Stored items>
·····

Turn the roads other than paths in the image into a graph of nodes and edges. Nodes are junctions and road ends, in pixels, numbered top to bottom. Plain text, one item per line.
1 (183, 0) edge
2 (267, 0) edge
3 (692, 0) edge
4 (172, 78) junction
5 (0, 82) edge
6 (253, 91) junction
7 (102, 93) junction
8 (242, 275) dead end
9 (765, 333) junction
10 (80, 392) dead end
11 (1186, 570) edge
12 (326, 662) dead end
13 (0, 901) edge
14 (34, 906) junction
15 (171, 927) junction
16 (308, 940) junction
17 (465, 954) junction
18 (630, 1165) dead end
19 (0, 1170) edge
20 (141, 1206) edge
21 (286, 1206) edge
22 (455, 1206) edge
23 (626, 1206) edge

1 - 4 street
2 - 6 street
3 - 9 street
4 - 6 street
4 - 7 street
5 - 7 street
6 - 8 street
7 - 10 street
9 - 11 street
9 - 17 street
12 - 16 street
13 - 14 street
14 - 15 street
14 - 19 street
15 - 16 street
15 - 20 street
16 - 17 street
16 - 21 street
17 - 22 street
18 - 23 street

·····

What you have to do> Having read the entries above, set each one down again exactly.

Worked solution>
Turn the roads other than paths in the image into a graph of nodes and edges. Nodes are junctions and road ends, in pixels, numbered top to bottom. Plain text, one item per line.
1 (183, 0) edge
2 (267, 0) edge
3 (692, 0) edge
4 (172, 78) junction
5 (0, 82) edge
6 (253, 91) junction
7 (102, 93) junction
8 (242, 275) dead end
9 (765, 333) junction
10 (80, 392) dead end
11 (1186, 570) edge
12 (326, 662) dead end
13 (0, 901) edge
14 (34, 906) junction
15 (171, 927) junction
16 (308, 940) junction
17 (465, 954) junction
18 (630, 1165) dead end
19 (0, 1170) edge
20 (141, 1206) edge
21 (286, 1206) edge
22 (455, 1206) edge
23 (626, 1206) edge

1 - 4 street
2 - 6 street
3 - 9 street
4 - 6 street
4 - 7 street
5 - 7 street
6 - 8 street
7 - 10 street
9 - 11 street
9 - 17 street
12 - 16 street
13 - 14 street
14 - 15 street
14 - 19 street
15 - 16 street
15 - 20 street
16 - 17 street
16 - 21 street
17 - 22 street
18 - 23 street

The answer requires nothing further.